Réf. Bibliques :    1ère lecture : Is 60,1-6

                            2ème lecture : Ép 3,2-3a.5-6

                            Évangile : Mt 2,1-12

 

L’Épiphanie et Noël sont une même fête comme Pâques et l’Ascension en forment une seule aussi. De la naissance du Christ à Noël, nous passons maintenant à sa manifestation (épiphanie) pour tous, sans exception. Mais comme pour Noël, il nous faut éviter de faire du récit des mages, que Matthieu est le seul à raconter et que nous avons à chaque année, un récit historique qui raconterait un événement qui se serait déroulé dans le temps.
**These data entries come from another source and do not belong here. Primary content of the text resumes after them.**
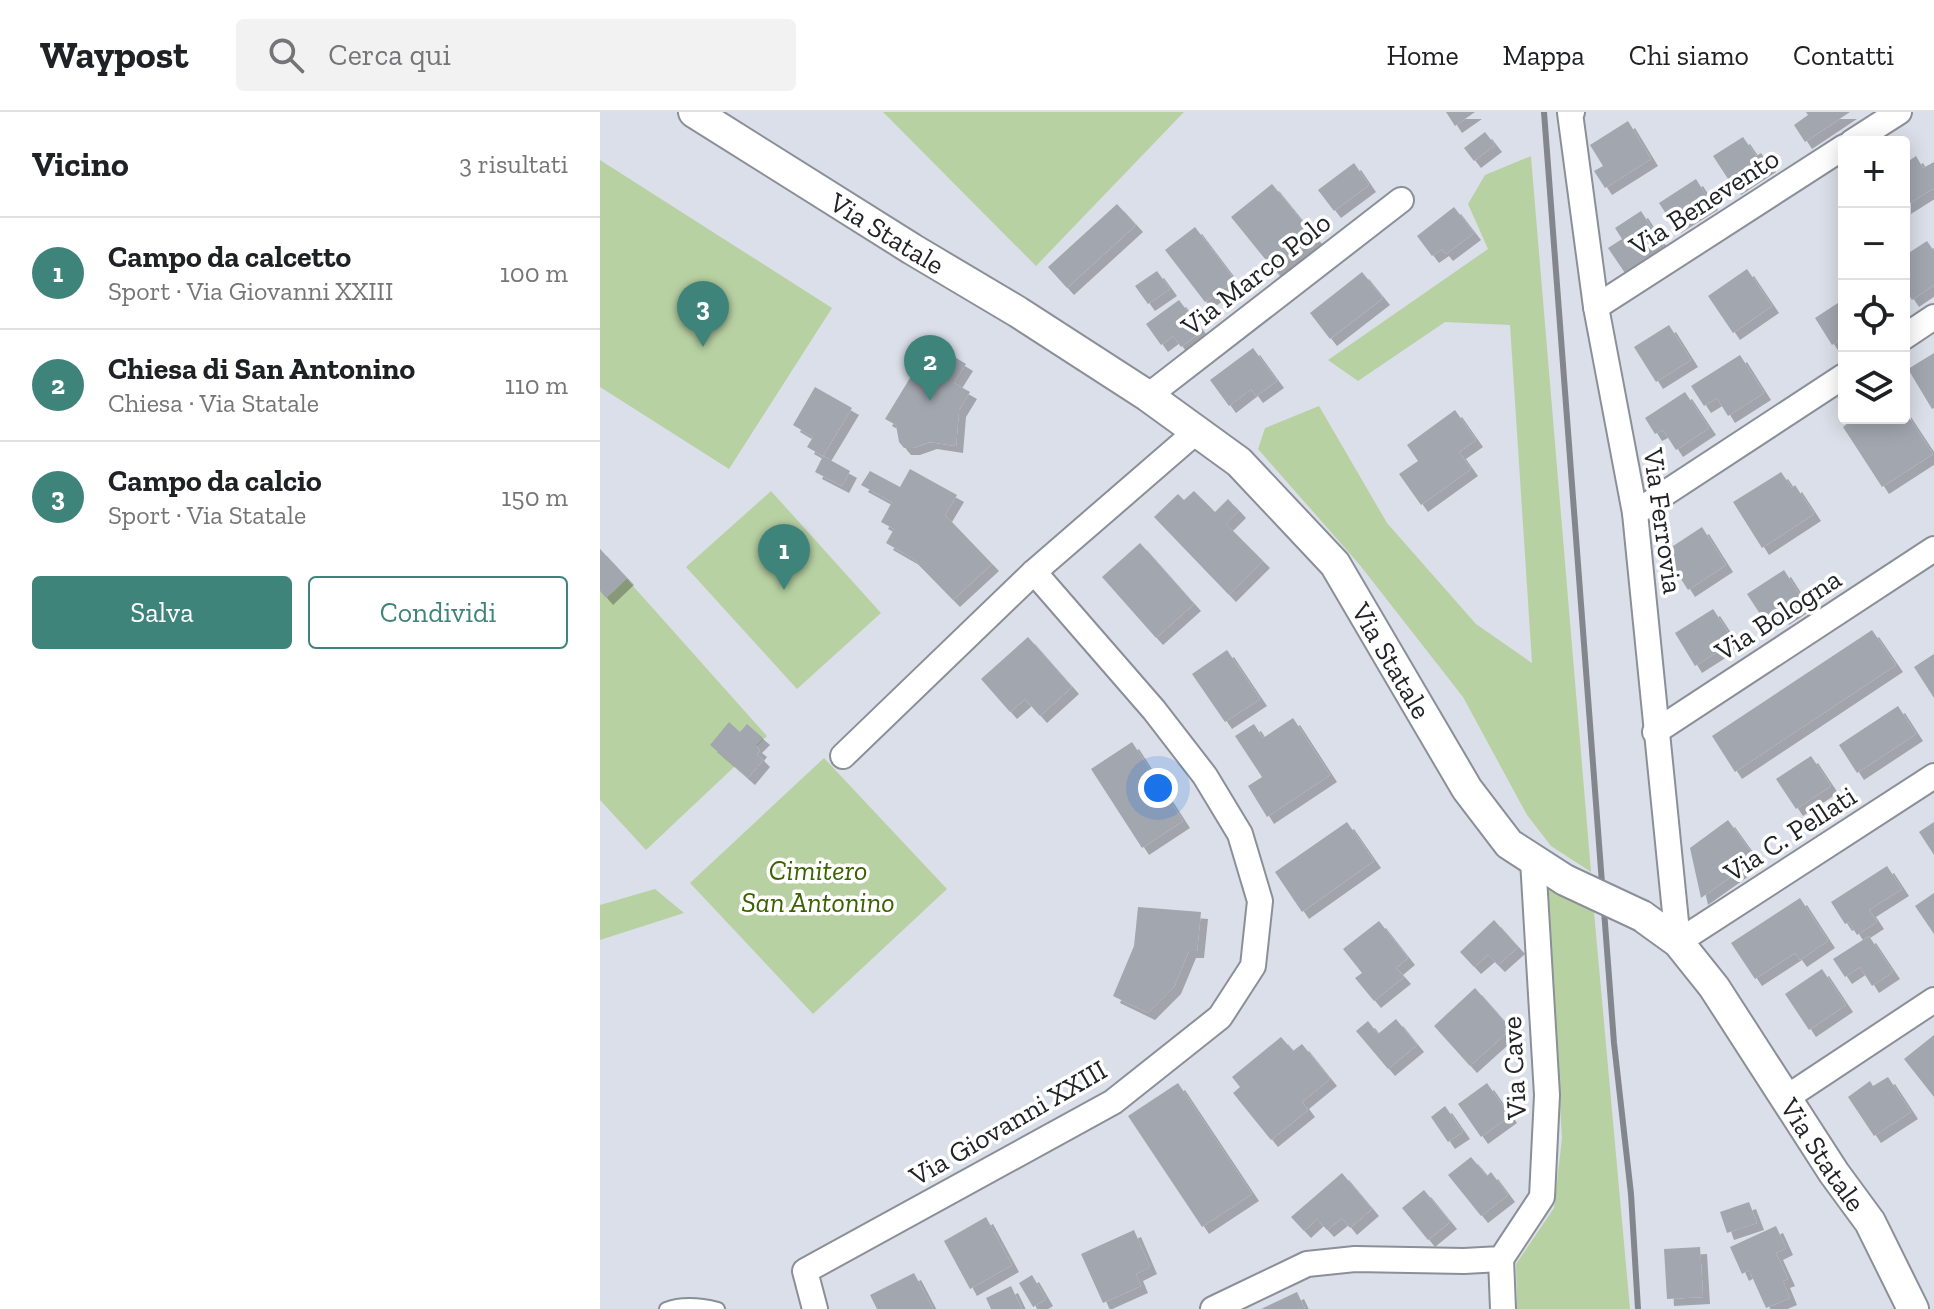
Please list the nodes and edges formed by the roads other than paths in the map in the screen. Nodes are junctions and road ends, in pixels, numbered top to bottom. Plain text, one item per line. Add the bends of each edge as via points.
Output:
1 (694, 112) edge
2 (1572, 112) edge
3 (1899, 112) edge
4 (732, 126) edge
5 (1861, 136) edge
6 (1838, 151) edge
7 (1401, 200) dead end
8 (1596, 307) junction
9 (1934, 317) edge
10 (1910, 333) edge
11 (1838, 380) edge
12 (1148, 396) junction
13 (1198, 430) junction
14 (1635, 513) junction
15 (1934, 549) edge
16 (1034, 572) junction
17 (1655, 732) junction
18 (843, 756) dead end
19 (1934, 776) edge
20 (1533, 860) junction
21 (1678, 942) junction
22 (1934, 1000) edge
23 (1786, 1098) junction
24 (1501, 1259) junction
25 (666, 1309) edge
26 (718, 1309) edge
27 (815, 1309) edge
28 (1213, 1309) edge
29 (1503, 1309) edge
30 (1913, 1309) edge

1 - 4 street, Via Statale
2 - 8 street, Via Ferrovia
3 - 5 street
4 - 12 street, Via Statale
6 - 8 street, Via Benevento
7 - 12 street, Via Marco Polo
8 - 14 street, Via Ferrovia
9 - 10 street
11 - 14 street
12 - 13 street, Via Statale
13 - 16 street
13 - 20 street, Via Statale via 1239,462 1335,564 1467,789 1509,844
14 - 17 street, Via Ferrovia
15 - 17 street, Via Bologna
16 - 18 street
16 - 27 street, Via Giovanni XXIII via 1154,710 1205,776 1240,834 1260,901 1253,966 1220,1017 1113,1102 805,1271
17 - 21 street, Via Ferrovia
19 - 21 street, Via C. Pellati
20 - 21 street, Via Statale, bridge via 1642,916
20 - 24 street, Via Cave via 1547,1095 1544,1181 1542,1197
21 - 23 street, Via Statale
22 - 23 street
23 - 30 street, Via Statale via 1870,1222
24 - 28 street via 1307,1264
24 - 29 street
25 - 26 lane

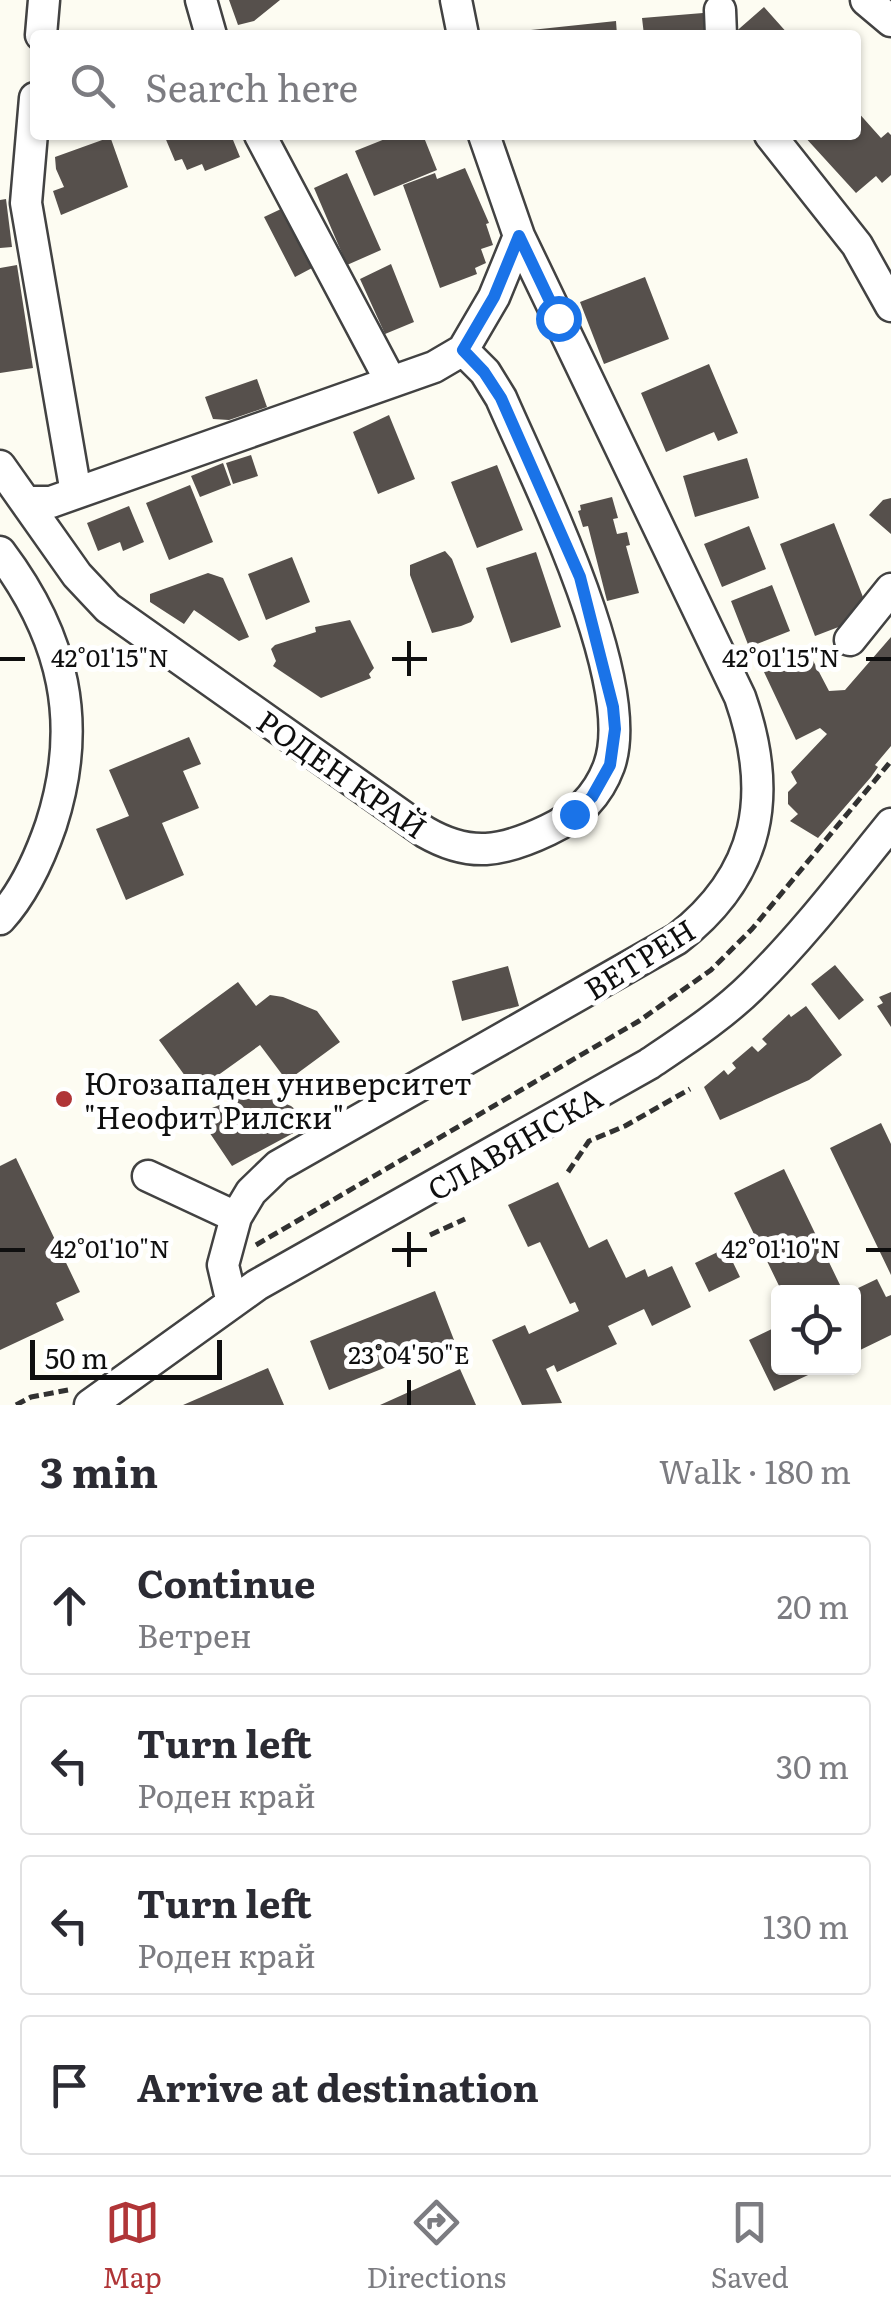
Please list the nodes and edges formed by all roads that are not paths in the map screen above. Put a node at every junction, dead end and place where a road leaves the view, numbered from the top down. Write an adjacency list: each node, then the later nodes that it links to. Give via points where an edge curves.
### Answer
1 (44, 0): 6 (street)
2 (201, 0): 7 (street)
3 (456, 0): 8 (street)
4 (866, 0): 5 (street)
5 (891, 21)
6 (41, 30)
7 (210, 30)
8 (462, 30)
9 (31, 140): 18 (street, via 26,203)
10 (263, 140): 16 (street)
11 (486, 140): 13 (street, ВЕТРЕН)
12 (774, 140): 14 (street, via 856,245)
13 (519, 236): 15 (street); 26 (street, ВЕТРЕН, via 740,696 758,770 750,840 718,903 677,939 278,1166)
14 (891, 306)
15 (463, 350): 16 (street); 19 (street, РОДЕН КРАЙ, via 501,398 580,577 614,718 610,765 592,797 562,823 517,843 467,850 425,832 108,608)
16 (391, 382): 18 (street)
17 (0, 466): 19 (street, РОДЕН КРАЙ)
18 (76, 493): 19 (street)
19 (28, 502)
20 (0, 552): 24 (street, via 44,619 69,723 63,787 44,847)
21 (891, 589): 22 (street)
22 (850, 640)
23 (891, 824): 27 (street, СЛАВЯНСКА, via 794,942 702,1028)
24 (0, 919)
25 (148, 1176): 26 (street)
26 (236, 1217): 27 (street, ВЕТРЕН, via 223,1265)
27 (232, 1302): 28 (street, СЛАВЯНСКА)
28 (90, 1405)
Faire une telle lecture, c’est réduire la beauté du récit et la portée du message véhiculé par l’évangéliste Matthieu pour sa communauté, composée de Juifs et de Païens, à la fin du 1er siècle.

La foi est en perpétuelle évolution, et comme elle ne peut s’exprimer que par nos expériences et nos rencontres de Dieu dans l’histoire, les auteurs bibliques ont su rendre compte de cette foi qui naît, qui grandit, qui se développe et qui renaît parfois, en composant des récits qui en témoignent. L’extrait du 3ème Isaïe, en 1ère lecture aujourd’hui, en est un exemple et le récit des mages de l’évangile de Matthieu en est une autre illustration qui s’inspire du prophète Isaïe et d’autres prophètes. Qui dit évolution, dit aussi contraste parfois et même opposition…Mais que retenir de cette fête de l’Épiphanie en 2009?

  1. Où est la lumière? Vers 538 av. J-C., après le retour d’Exil, un prophète, disciple d’Isaïe, se lève et voici ce qu’il constate : Ils sont peu nombreux ceux qui reviennent de Babylone. Apparemment, ce n’est pas avec grand enthousiasme qu’ils reviennent. Pendant 50 ans, ils se sont habitués à vivre en Diaspora. Les rapatriés ne retrouvent plus en Judée ce qu’ils avaient rêvé. Un spectacle de désolation s’offre à eux. Le pays est en ruines. Les gens restés sur place ne reconnaissent plus les arrivants. Tout est à refaire; même le Temple est à reconstruire…il est complètement démoli. Le 3è Isaïe est de ceux qui veulent la reconstruction du Temple. Mais, pour ce faire, il faut retrouver la ferveur des origines. La gloire de Dieu doit à nouveau rayonner sur le monde : « Debout, Jérusalem! Resplendis : elle est venue ta lumière, et la gloire du Seigneur s’est levée sur toi » (Is 60,1). Il faut reconstituer le peuple, attirer les commerçants, retrouver la splendeur du premier temple, susciter l’admiration des voisins : « Lève les yeux, regarde autour de toi : tous, ils se rassemblent, ils arrivent; tes fils reviennent de loin, et tes filles sont portées sur les bras » (Is 60,4). Pour l’auteur, Jérusalem est la lumière des nations : « Les nations marcheront vers ta lumière, et les rois, vers la clarté de ton aurore » (Is 60,3). Pour le 3è Isaïe, Jérusalem demeure le lieu par excellence de la présence de Dieu où convergent tous les étrangers : « Alors tu verras, tu seras radieuse, ton cœur frémira et se dilatera. Les trésors d’au-delà des mers afflueront vers toi avec les richesses des nations » (Is 60,5).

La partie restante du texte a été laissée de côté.